Who are we when the words of our ancestors no longer exit our mouths? When we speak the words learnt by our ancestors by force?

How then do we make sense of this world where the words (our weaponry) are the ones of those whose sole purpose was to disrupt and destroy our existence? Who said our ancestors sounded like turkeys clucking?

Language is more than just the collection of signs and words we use. It informs our existence, guides us in a foreign space, helps us understand the world we inhabit, helps us heal when hurt. Language is identity, language is heritage, and language is culture.

So what happens to you as a person, to your group, when those sacred words are taken away? And not just taken away, but by force and sheer brutality.

And this is the case for the millions of people in South Africa who have been categorised as coloured. An identity created by the British, used extensively post 1838 – the emancipation of slavery at the Cape – to put Khoe people and slaves in one politically convenient box. 

Erasing our ancestral memories, identities, our history but the worst is erasure of our languages. Because when you erase the first languages of this land, it’s easy to erase the existence of the first people of this land and to erase the atrocities committed against those groups.
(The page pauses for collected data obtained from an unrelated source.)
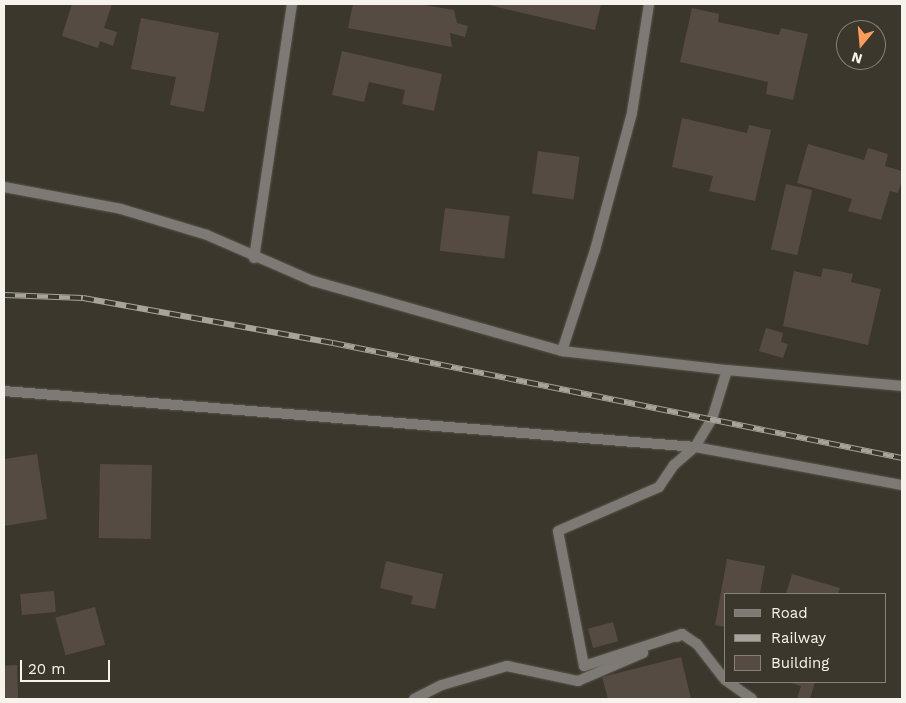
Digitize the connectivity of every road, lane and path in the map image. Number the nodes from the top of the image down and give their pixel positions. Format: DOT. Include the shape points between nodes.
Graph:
graph roads {
  1 [pos="292,4"];
  2 [pos="649,4"];
  3 [pos="4,187"];
  4 [pos="254,258"];
  5 [pos="562,351"];
  6 [pos="728,370"];
  7 [pos="902,386"];
  8 [pos="4,391"];
  9 [pos="695,447"];
  10 [pos="902,485"];
  11 [pos="682,634"];
  12 [pos="724,678"];
  13 [pos="729,683"];
  14 [pos="414,699"];
  15 [pos="752,699"];
  1 -- 4 [label="street"];
  2 -- 5 [label="street" via="632,113 595,250"];
  3 -- 4 [label="street" via="120,209 207,235"];
  4 -- 5 [label="street" via="313,281"];
  5 -- 6 [label="street"];
  6 -- 7 [label="street"];
  6 -- 9 [label="street" via="712,419"];
  8 -- 9 [label="street"];
  9 -- 10 [label="street"];
  9 -- 11 [label="street" via="674,465 659,487 558,530 584,666"];
  11 -- 12 [label="street" via="697,644"];
  11 -- 14 [label="street" via="578,681 507,666 442,685"];
  13 -- 15 [label="street"];
}
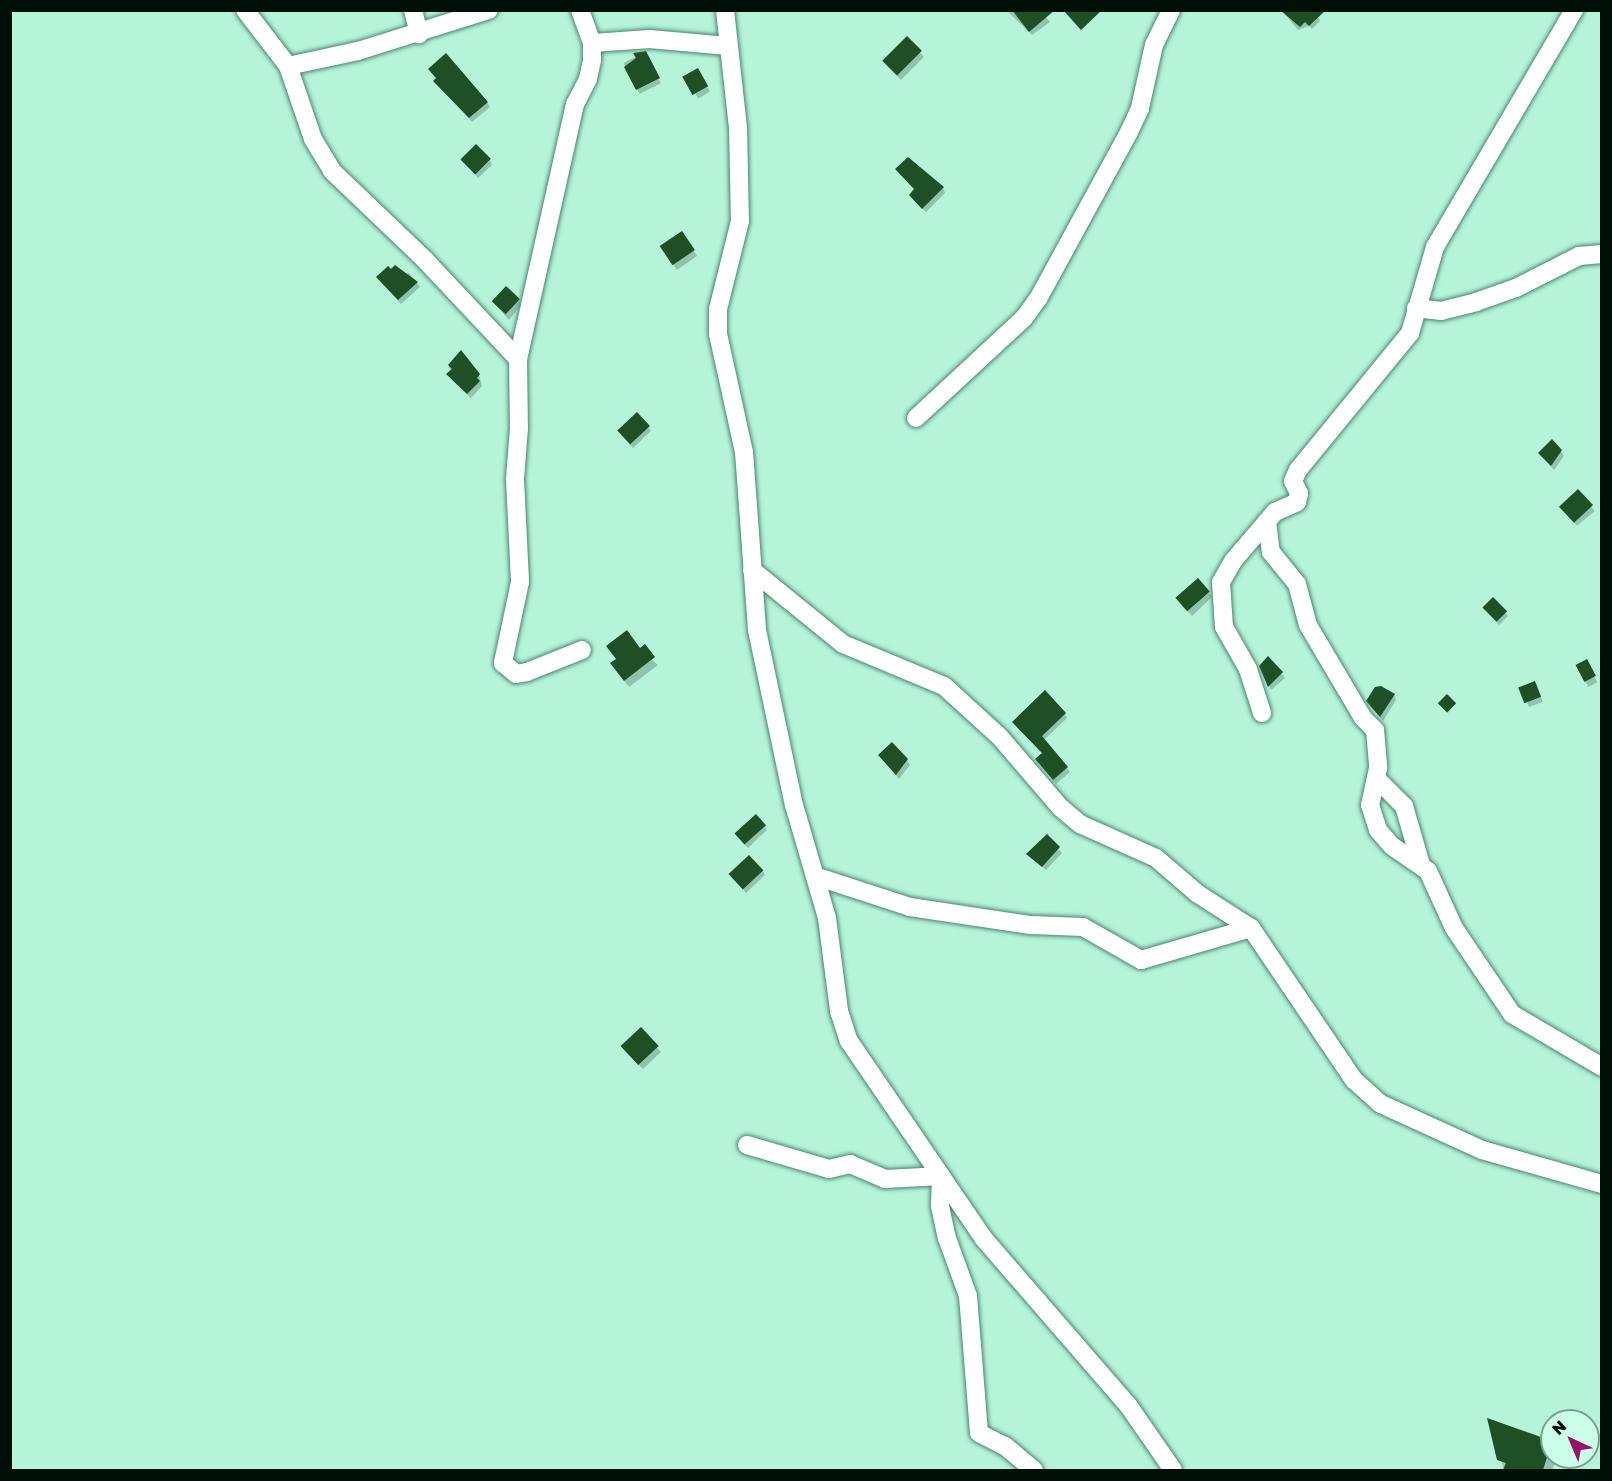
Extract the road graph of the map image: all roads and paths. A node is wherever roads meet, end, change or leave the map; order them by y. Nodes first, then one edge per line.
1 (245, 10) edge
2 (413, 10) edge
3 (489, 10) edge
4 (580, 10) edge
5 (725, 10) edge
6 (1172, 10) edge
7 (1575, 10) edge
8 (419, 34) junction
9 (592, 44) junction
10 (728, 46) junction
11 (288, 66) junction
12 (1602, 254) edge
13 (1416, 309) junction
14 (518, 359) junction
15 (916, 418) dead end
16 (1267, 521) junction
17 (752, 570) junction
18 (582, 650) dead end
19 (1262, 713) dead end
20 (1376, 778) junction
21 (1421, 865) junction
22 (815, 876) junction
23 (1251, 928) junction
24 (1602, 1067) edge
25 (747, 1145) dead end
26 (941, 1176) junction
27 (1602, 1184) edge
28 (1034, 1470) edge
29 (1173, 1470) edge

1 - 11 street
2 - 8 street
3 - 8 street
4 - 9 street
5 - 10 street
6 - 15 street
7 - 13 street
8 - 11 street
9 - 10 street
9 - 14 street
10 - 17 street
11 - 14 street
12 - 13 street
13 - 16 street
14 - 18 street
16 - 19 street
16 - 20 street
17 - 22 street
17 - 23 street
20 - 21 street
20 - 21 street
21 - 24 street
22 - 23 street
22 - 26 street
23 - 27 street
25 - 26 street
26 - 28 street
26 - 29 street

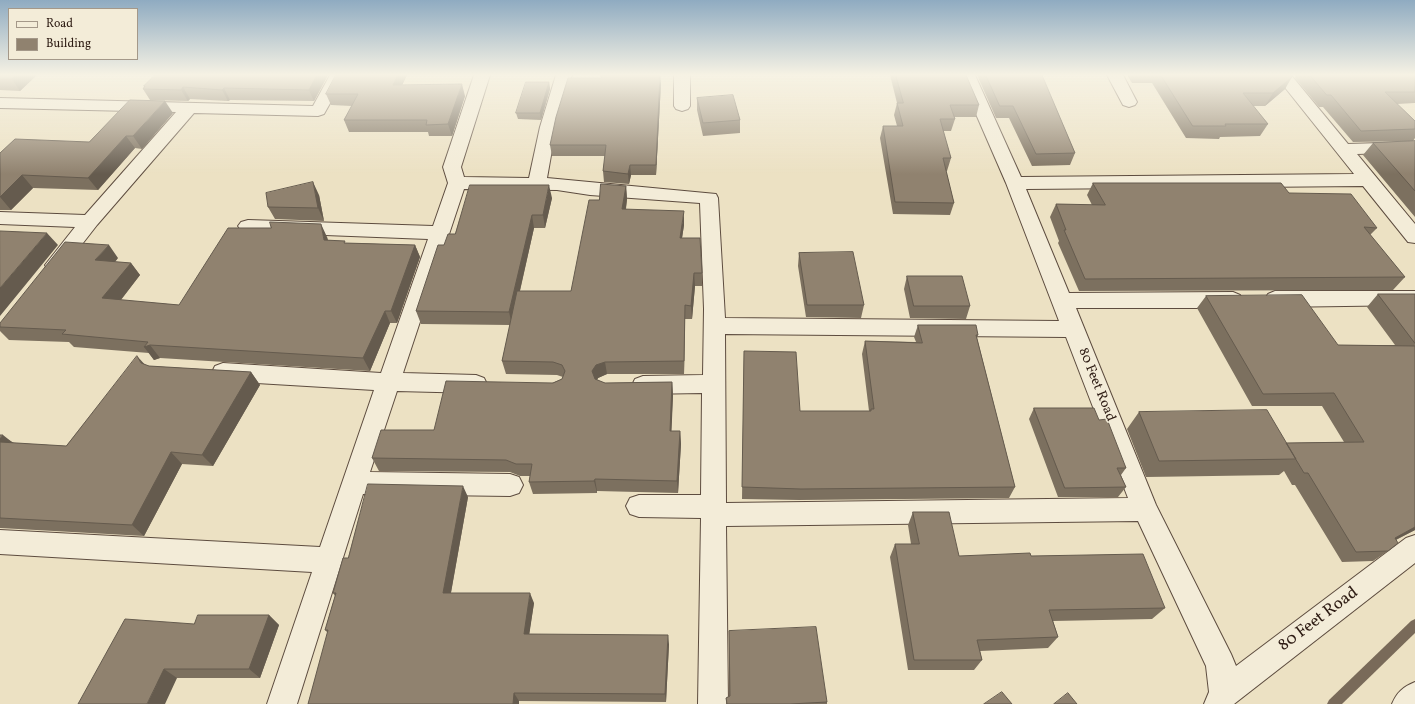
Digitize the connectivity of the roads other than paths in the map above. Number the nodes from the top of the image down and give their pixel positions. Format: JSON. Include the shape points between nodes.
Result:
{"nodes":[{"id":1,"x":189,"y":108,"type":"edge"},
{"id":2,"x":217,"y":108,"type":"edge"},
{"id":3,"x":320,"y":108,"type":"edge"},
{"id":4,"x":471,"y":108,"type":"edge"},
{"id":5,"x":554,"y":108,"type":"edge"},
{"id":6,"x":982,"y":108,"type":"edge"},
{"id":7,"x":1309,"y":108,"type":"edge"},
{"id":8,"x":1415,"y":147,"type":"edge"},
{"id":9,"x":1342,"y":149,"type":"junction"},
{"id":10,"x":1368,"y":180,"type":"junction"},
{"id":11,"x":458,"y":183,"type":"junction"},
{"id":12,"x":1016,"y":183,"type":"junction"},
{"id":13,"x":537,"y":184,"type":"junction"},
{"id":14,"x":0,"y":218,"type":"edge"},
{"id":15,"x":90,"y":221,"type":"junction"},
{"id":16,"x":248,"y":226,"type":"edge"},
{"id":17,"x":440,"y":234,"type":"junction"},
{"id":18,"x":1415,"y":236,"type":"edge"},
{"id":19,"x":43,"y":280,"type":"edge"},
{"id":20,"x":1415,"y":298,"type":"edge"},
{"id":21,"x":1062,"y":301,"type":"junction"},
{"id":22,"x":714,"y":326,"type":"junction"},
{"id":23,"x":1073,"y":329,"type":"junction"},
{"id":24,"x":199,"y":371,"type":"edge"},
{"id":25,"x":389,"y":382,"type":"junction"},
{"id":26,"x":492,"y":384,"type":"edge"},
{"id":27,"x":713,"y":384,"type":"junction"},
{"id":28,"x":622,"y":385,"type":"edge"},
{"id":29,"x":354,"y":483,"type":"junction"},
{"id":30,"x":510,"y":485,"type":"dead end"},
{"id":31,"x":639,"y":506,"type":"dead end"},
{"id":32,"x":1144,"y":509,"type":"junction"},
{"id":33,"x":712,"y":511,"type":"junction"},
{"id":34,"x":0,"y":542,"type":"edge"},
{"id":35,"x":1415,"y":547,"type":"edge"},
{"id":36,"x":329,"y":560,"type":"junction"},
{"id":37,"x":1415,"y":697,"type":"edge"},
{"id":38,"x":1221,"y":699,"type":"edge"},
{"id":39,"x":282,"y":704,"type":"edge"},
{"id":40,"x":713,"y":704,"type":"edge"},
{"id":41,"x":1407,"y":704,"type":"edge"}],
"edges":[{"from":1,"to":15,"type":"street"},
{"from":2,"to":3,"type":"street","via":[[318,111]]},
{"from":4,"to":11,"type":"street","via":[[452,167]]},
{"from":5,"to":13,"type":"street"},
{"from":6,"to":12,"type":"street","name":"80 Feet Road"},
{"from":7,"to":9,"type":"street"},
{"from":8,"to":9,"type":"street"},
{"from":9,"to":10,"type":"street"},
{"from":10,"to":12,"type":"street"},
{"from":10,"to":18,"type":"street"},
{"from":11,"to":13,"type":"street"},
{"from":11,"to":17,"type":"street"},
{"from":12,"to":21,"type":"street","name":"80 Feet Road"},
{"from":13,"to":22,"type":"street","via":[[709,198]]},
{"from":14,"to":15,"type":"street"},
{"from":15,"to":19,"type":"street"},
{"from":16,"to":17,"type":"street"},
{"from":17,"to":25,"type":"street"},
{"from":20,"to":21,"type":"street"},
{"from":21,"to":23,"type":"street","name":"80 Feet Road"},
{"from":22,"to":23,"type":"street"},
{"from":22,"to":27,"type":"street"},
{"from":23,"to":32,"type":"street","name":"80 Feet Road"},
{"from":24,"to":25,"type":"street"},
{"from":25,"to":26,"type":"street"},
{"from":25,"to":29,"type":"street"},
{"from":27,"to":28,"type":"street"},
{"from":27,"to":33,"type":"street"},
{"from":29,"to":30,"type":"street"},
{"from":29,"to":36,"type":"street"},
{"from":31,"to":33,"type":"street"},
{"from":32,"to":33,"type":"street"},
{"from":32,"to":38,"type":"street","name":"80 Feet Road","via":[[1221,664]]},
{"from":33,"to":40,"type":"street"},
{"from":34,"to":36,"type":"street"},
{"from":35,"to":38,"type":"street","name":"80 Feet Road"},
{"from":36,"to":39,"type":"street"},
{"from":37,"to":41,"type":"street"}]}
How many Capetonians and South Africans know that Cape town is called Hui!Gaeb, which in the Khoekhoe language means “where the cloud gathers”, or that Table mountain is called “Huri Oaxa”, or where the sea rises?

They say that when a language dies, its like a museum that burns to the ground.

It’s important to recognise and advance African languages, but what about the first languages of this land?

How do millions of people stop speaking their languages? Easy. You rob them of their land, their cattle, their economic power, and you force them to work as slaves on their own land, forcing them to speak your language.

You also force them to abandon their own beliefs where the only way you could teach them about your God is by having them understand your language.

This also explains why the Nama Khoekhoe, a group with ancestral connections to South Africa, managed to retain the Nama dialect of the Khoekhoe language.